È salito ad oltre cento arresti e una ventina di feriti il bilancio dei violenti scontri con la polizia scoppiati nella tarda serata di ieri a Belgrado al termine della manifestazione a favore di Ratko Mladic organizzata da migliaia di nazionalisti serbi. Il capo della polizia, Milorad Veljovic, citato dalla Beta, ha detto che tra i feriti ci sono almeno 13 sono agenti di polizia e quattro tra i manifestanti che hanno attaccato le forze di polizia schierate a difesa del Parlamento con lancio di sassi e bottiglie.
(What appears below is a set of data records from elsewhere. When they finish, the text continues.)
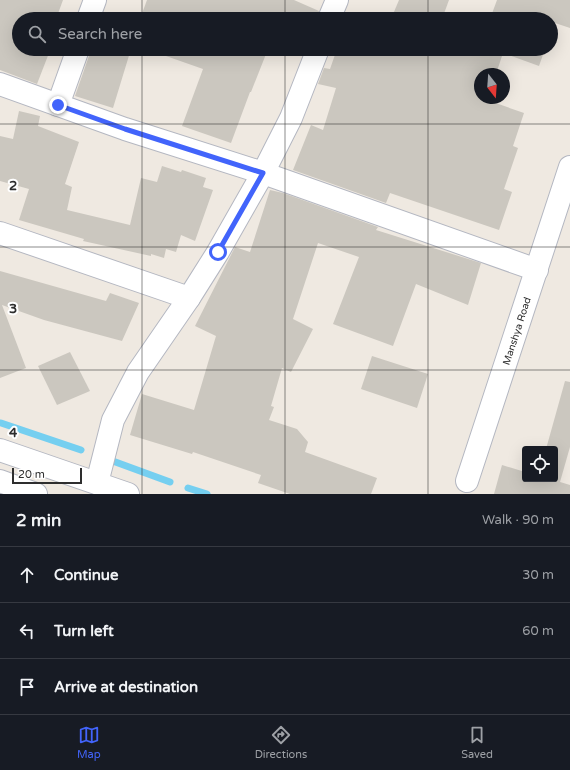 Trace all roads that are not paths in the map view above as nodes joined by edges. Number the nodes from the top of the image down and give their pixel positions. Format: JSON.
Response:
{"nodes":[{"id":1,"x":95,"y":0,"type":"edge"},
{"id":2,"x":337,"y":0,"type":"edge"},
{"id":3,"x":91,"y":12,"type":"edge"},
{"id":4,"x":332,"y":12,"type":"edge"},
{"id":5,"x":76,"y":56,"type":"edge"},
{"id":6,"x":315,"y":56,"type":"edge"},
{"id":7,"x":0,"y":84,"type":"edge"},
{"id":8,"x":58,"y":105,"type":"junction"},
{"id":9,"x":570,"y":167,"type":"edge"},
{"id":10,"x":263,"y":173,"type":"junction"},
{"id":11,"x":0,"y":234,"type":"edge"},
{"id":12,"x":537,"y":270,"type":"junction"},
{"id":13,"x":189,"y":298,"type":"junction"},
{"id":14,"x":0,"y":450,"type":"edge"},
{"id":15,"x":0,"y":481,"type":"edge"},
{"id":16,"x":97,"y":483,"type":"junction"},
{"id":17,"x":465,"y":488,"type":"edge"},
{"id":18,"x":36,"y":494,"type":"edge"},
{"id":19,"x":128,"y":494,"type":"edge"}],
"edges":[{"from":1,"to":3,"type":"street"},
{"from":2,"to":4,"type":"street"},
{"from":5,"to":8,"type":"street"},
{"from":6,"to":10,"type":"street"},
{"from":7,"to":8,"type":"street"},
{"from":8,"to":10,"type":"street"},
{"from":9,"to":12,"type":"street","name":"Manshya Road"},
{"from":10,"to":12,"type":"street"},
{"from":10,"to":13,"type":"street"},
{"from":11,"to":13,"type":"street"},
{"from":12,"to":17,"type":"street","name":"Manshya Road"},
{"from":13,"to":16,"type":"street"},
{"from":14,"to":16,"type":"street"},
{"from":15,"to":18,"type":"street"},
{"from":16,"to":19,"type":"street"}]} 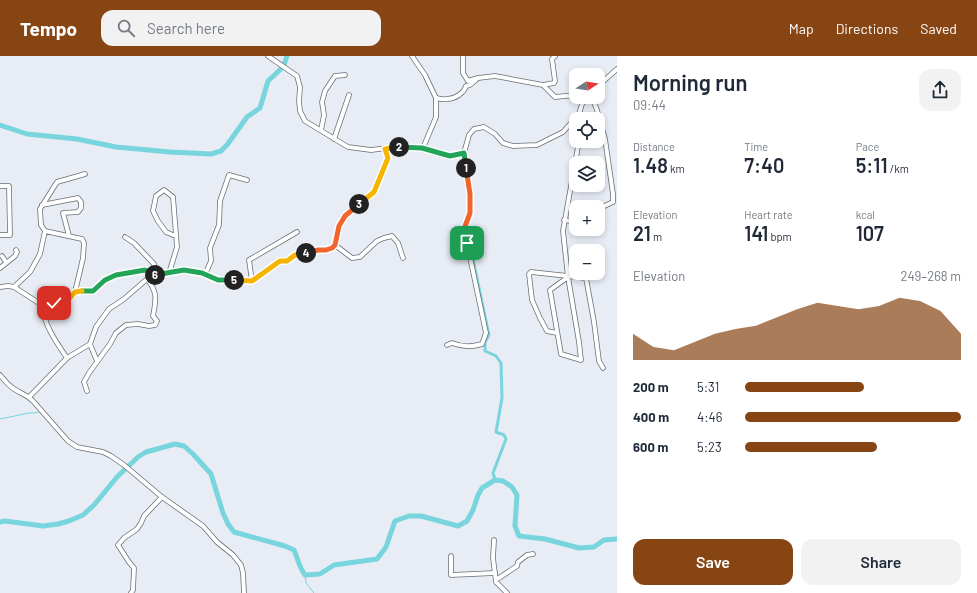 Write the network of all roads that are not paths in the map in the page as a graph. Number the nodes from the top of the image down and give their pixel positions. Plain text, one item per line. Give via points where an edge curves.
1 (268, 56) edge
2 (412, 56) edge
3 (463, 56) edge
4 (555, 56) edge
5 (617, 69) edge
6 (345, 75) dead end
7 (478, 78) junction
8 (605, 80) edge
9 (543, 85) junction
10 (350, 95) dead end
11 (569, 95) edge
12 (436, 98) junction
13 (595, 104) edge
14 (569, 127) edge
15 (321, 130) junction
16 (334, 139) junction
17 (422, 148) junction
18 (578, 148) edge
19 (385, 149) junction
20 (464, 153) junction
21 (85, 174) dead end
22 (247, 180) dead end
23 (0, 186) edge
24 (42, 205) junction
25 (605, 206) edge
26 (564, 220) junction
27 (569, 221) edge
28 (45, 232) junction
29 (297, 232) dead end
30 (0, 235) edge
31 (176, 235) junction
32 (69, 236) junction
33 (125, 237) dead end
34 (335, 245) junction
35 (16, 250) dead end
36 (2, 256) dead end
37 (403, 258) dead end
38 (6, 262) junction
39 (0, 268) edge
40 (169, 273) junction
41 (202, 273) junction
42 (155, 275) junction
43 (568, 277) junction
44 (148, 279) junction
45 (252, 281) junction
46 (0, 287) edge
47 (14, 287) junction
48 (75, 292) junction
49 (42, 305) junction
50 (557, 333) junction
51 (90, 344) junction
52 (447, 345) dead end
53 (67, 358) junction
54 (97, 361) junction
55 (603, 368) dead end
56 (0, 375) edge
57 (87, 391) dead end
58 (29, 397) junction
59 (162, 497) junction
60 (494, 540) dead end
61 (533, 554) dead end
62 (451, 556) dead end
63 (495, 573) junction
64 (496, 579) junction
65 (132, 593) edge
66 (244, 593) edge
67 (507, 593) edge

1 - 15 street via 297,76 300,86 300,110 305,121
2 - 12 street
3 - 7 street via 463,73 468,81
4 - 9 street via 552,58 555,81
5 - 8 street
6 - 15 street via 335,76 325,92
7 - 9 street via 495,76
7 - 12 street via 460,94 448,99
9 - 11 street via 555,97
10 - 16 street
12 - 17 street via 436,117
13 - 25 street via 605,139 613,194 613,202
14 - 20 street via 538,145 513,146 504,143 484,127 474,129 468,135
15 - 16 street
16 - 19 street via 348,147
17 - 19 street
17 - 20 street via 450,156
18 - 26 street
19 - 34 street via 388,158 374,192 345,216 339,226
20 - 52 street via 470,213 461,240 467,243 486,333 482,344 473,347 452,343
21 - 24 street via 57,182
22 - 41 street via 228,175 220,202 219,225 210,248 212,261
23 - 30 street via 9,186 10,236
24 - 28 street via 41,225
24 - 32 street via 78,198 81,202 78,212 63,213
26 - 27 street
26 - 43 street
28 - 32 street
28 - 47 street via 40,254 30,272
29 - 45 street via 249,260
31 - 31 street via 173,197 164,190 156,196 153,211 166,232
31 - 40 street via 177,247
32 - 48 street via 82,238 84,243
33 - 42 street via 154,264
34 - 37 street via 352,258 360,257 377,241 392,236 398,243
34 - 45 street via 326,250 295,255 287,261 280,261
35 - 38 street via 15,256
36 - 38 street
38 - 39 street
40 - 41 street via 184,270
40 - 42 street
41 - 45 street via 218,280
42 - 44 street
42 - 48 street via 145,270 116,275 105,280 93,291
43 - 50 street via 550,290
43 - 50 street via 531,272 529,274 532,300 540,318 548,331
43 - 50 street via 581,360 561,354
43 - 55 street via 586,278 599,360
44 - 51 street via 109,309 96,327
44 - 54 street via 156,292 153,316 157,321 155,326 126,325 116,333
46 - 47 street
47 - 49 street
48 - 49 street via 70,298
49 - 53 street via 52,335
51 - 53 street
51 - 54 street
53 - 58 street
54 - 57 street via 84,382
56 - 58 street via 14,389
58 - 59 street via 68,441 111,456
59 - 65 street via 144,516 137,529 118,544 134,568
59 - 66 street via 203,526 238,560 243,573
60 - 63 street
61 - 64 street via 527,555 517,566
62 - 63 street via 451,575
63 - 64 street
64 - 67 street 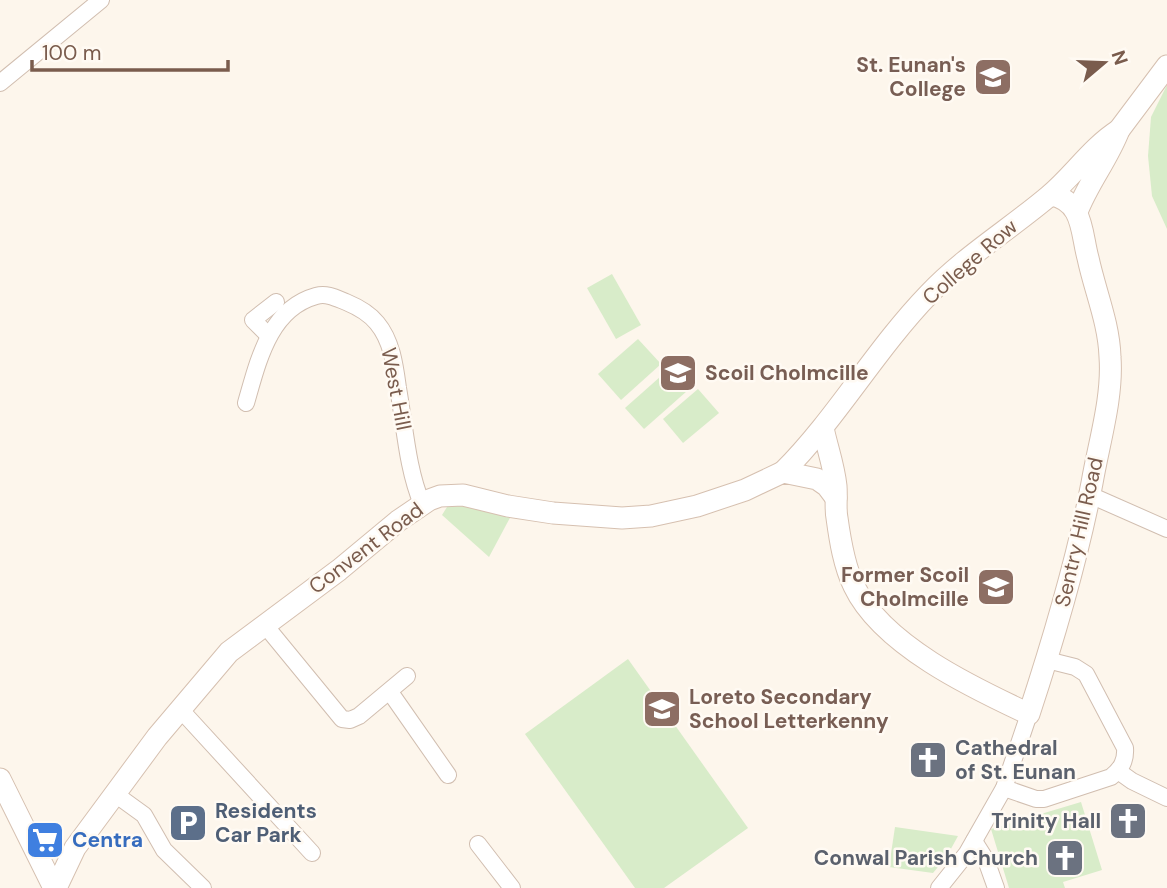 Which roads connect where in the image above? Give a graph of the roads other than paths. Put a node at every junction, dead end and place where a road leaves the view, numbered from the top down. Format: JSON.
{"nodes":[{"id":1,"x":102,"y":0,"type":"edge"},
{"id":2,"x":1167,"y":66,"type":"edge"},
{"id":3,"x":0,"y":83,"type":"edge"},
{"id":4,"x":1119,"y":130,"type":"junction"},
{"id":5,"x":1051,"y":195,"type":"junction"},
{"id":6,"x":1077,"y":212,"type":"junction"},
{"id":7,"x":276,"y":302,"type":"dead end"},
{"id":8,"x":269,"y":335,"type":"junction"},
{"id":9,"x":246,"y":403,"type":"dead end"},
{"id":10,"x":823,"y":428,"type":"junction"},
{"id":11,"x":783,"y":472,"type":"junction"},
{"id":12,"x":1090,"y":495,"type":"junction"},
{"id":13,"x":836,"y":498,"type":"junction"},
{"id":14,"x":422,"y":504,"type":"junction"},
{"id":15,"x":1167,"y":529,"type":"edge"},
{"id":16,"x":264,"y":624,"type":"junction"},
{"id":17,"x":1047,"y":660,"type":"junction"},
{"id":18,"x":407,"y":676,"type":"dead end"},
{"id":19,"x":390,"y":692,"type":"junction"},
{"id":20,"x":180,"y":709,"type":"junction"},
{"id":21,"x":1029,"y":714,"type":"junction"},
{"id":22,"x":1118,"y":771,"type":"junction"},
{"id":23,"x":448,"y":775,"type":"dead end"},
{"id":24,"x":0,"y":779,"type":"edge"},
{"id":25,"x":1004,"y":788,"type":"junction"},
{"id":26,"x":115,"y":794,"type":"junction"},
{"id":27,"x":1167,"y":798,"type":"edge"},
{"id":28,"x":974,"y":841,"type":"junction"},
{"id":29,"x":478,"y":844,"type":"dead end"},
{"id":30,"x":75,"y":848,"type":"junction"},
{"id":31,"x":312,"y":853,"type":"dead end"},
{"id":32,"x":42,"y":864,"type":"junction"},
{"id":33,"x":55,"y":888,"type":"edge"},
{"id":34,"x":203,"y":888,"type":"edge"},
{"id":35,"x":512,"y":888,"type":"edge"},
{"id":36,"x":939,"y":888,"type":"edge"},
{"id":37,"x":996,"y":888,"type":"edge"}],
"edges":[{"from":1,"to":3,"type":"street"},
{"from":2,"to":4,"type":"street","name":"College Row"},
{"from":4,"to":5,"type":"street","name":"College Row"},
{"from":4,"to":6,"type":"street","name":"College Row"},
{"from":5,"to":6,"type":"street"},
{"from":5,"to":10,"type":"street","name":"College Row"},
{"from":6,"to":12,"type":"street","name":"Sentry Hill Road"},
{"from":7,"to":8,"type":"street"},
{"from":8,"to":9,"type":"street","name":"West Hill"},
{"from":8,"to":14,"type":"street","name":"West Hill"},
{"from":10,"to":11,"type":"street","name":"College Row"},
{"from":10,"to":13,"type":"street"},
{"from":11,"to":13,"type":"street"},
{"from":11,"to":14,"type":"street","name":"Convent Road"},
{"from":12,"to":15,"type":"street"},
{"from":12,"to":17,"type":"street","name":"Sentry Hill Road"},
{"from":13,"to":21,"type":"street"},
{"from":14,"to":16,"type":"street","name":"Convent Road"},
{"from":16,"to":19,"type":"street"},
{"from":16,"to":20,"type":"street","name":"Convent Road"},
{"from":17,"to":21,"type":"street","name":"Sentry Hill Road"},
{"from":17,"to":22,"type":"street"},
{"from":18,"to":19,"type":"street"},
{"from":19,"to":23,"type":"street"},
{"from":20,"to":26,"type":"street","name":"Convent Road"},
{"from":20,"to":31,"type":"street"},
{"from":21,"to":25,"type":"street","name":"Sentry Hill Road"},
{"from":22,"to":25,"type":"street"},
{"from":22,"to":27,"type":"street"},
{"from":24,"to":32,"type":"street"},
{"from":25,"to":28,"type":"street","name":"Sentry Hill Road"},
{"from":26,"to":30,"type":"street","name":"Convent Road"},
{"from":26,"to":34,"type":"street"},
{"from":28,"to":36,"type":"street","name":"Sentry Hill Road"},
{"from":28,"to":37,"type":"street"},
{"from":29,"to":35,"type":"street"},
{"from":30,"to":32,"type":"street"},
{"from":30,"to":33,"type":"street","name":"Convent Road"},
{"from":32,"to":33,"type":"street"}]}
L’ex generale serbo-bosniaco è stato catturato dalla polizia di Belgrado giovedì scorso ed è in attesa di essere estradato al Tribunale penale dell’Aja (Tpi) con l’accusa di crimini contro l’umanità. Secondo alcuni testimoni sul posto, i manifestanti hanno lanciato sassi e bottiglie contro gli agenti in assetto antisommossa schierati davanti al Parlamento di belgrado, i dimostranti sono stati poi respinti dalle forze di polizia e si sono divisi in piccoli gruppi. Sono state infrante alcune vetrine e rovesciati cassonetti della spazzatura. È dovuta intervenire anche la polizia a cavallo. Secondo fonti concordi, vi sarebbero dei feriti sia tra gli agenti che tra i manifestanti. Gli agenti hanno effettuato alcuni arresti. Gli autori delle violenze, secondo le fonti sentite dall’Ansa, sarebbero settori della tifoseria di calcio di Belgrado, protagonisti di altri episodi di violenza quali quelli contro il Gay Pride di ottobre. Oggi oltre 10 mila persone, in massima parte nazionalisti, hanno manifestato nel centro di Belgrado per protestare contro la cattura di Mladic, da loro considerato un eroe nazionale.
I dimostranti – tra musiche patriottiche e bandiere nazionaliste con l’effigie di Mladic – hanno scandito a lungo slogan inneggianti a Mladic e contro il presidente Boris Tadic, definito uno «sporco traditore degli interessi della Serbia», avendo avallato la cattura dell’ «eroe» e la sua consegna al Tribunale dell’Aja. «La Serbia ha dignità e onore, e noi siamo venuti qui per lavare la vergogna che ci ha versato addosso Boris Tadic», ha detto ai dimostranti Dragan Todorovic, vicepresidente del Partito radicale serbo (Srs, ultranazionalista), organizzatore del raduno. Leader del partito è Vojislav Seselj, attualmente sotto processo al Tpi dell’Aja con l’accusa di crimini di guerra. «Tadic non è la Serbia» si leggeva su un grande striscione sistemato intorno al palco allestito sulla spianata antistante il Parlamento nel centro di Belgrado. In tanti indossavano magliette con l’effigie di Mladic e lo slogan «È forse un crimine difendere la Serbia?». Numerosi gli striscioni e i cartelli con il ritratto dell’ex generale e slogan patriottici e nazionalistici. «La nostra legge vieta l’estradizione in un altro paese di persone non in grado di affrontare un processo», ha detto dal palco il figlio di Ratko Mladic, Darko, che era affiancato dalla madre Bosiljka e dai familiari di Seselj. «Mio padre non è un criminale, lui ha solo difeso il popolo serbo e ha evitato un nuovo massacro di serbi come quello avvenuto (nella seconda guerra mondiale) a Jasenovac (il campo di concentramento in Croazia dove morirono decine di migliaia di cittadini serbi, ndr)», ha aggiunto Darko Mladic che ha poi invitato «tutti gli onesti generali russi, americani, canadesi e di altri paesi che furono in contatto con Mladic a dire la verità su di lui». In una atmosfera di forti sentimenti antioccidentali – con urla e fischi contro gli Usa e la Nato – gli oratori hanno esaltato l’operato di Mladic, un “autentico eroe serbo”.
Altri motivi di contestazione riguardano il diktat dell’Unione Europea che ha preteso l’arresto di Mladic – e non solo il rispetto dei parametri economici del Patto di Stabilità – per consentire l’ingresso della Serbia nell’Unione. “Se ci faranno fare la fine dei greci a che serve entrare in Europa?” sostenevano alcuni dei manifestanti.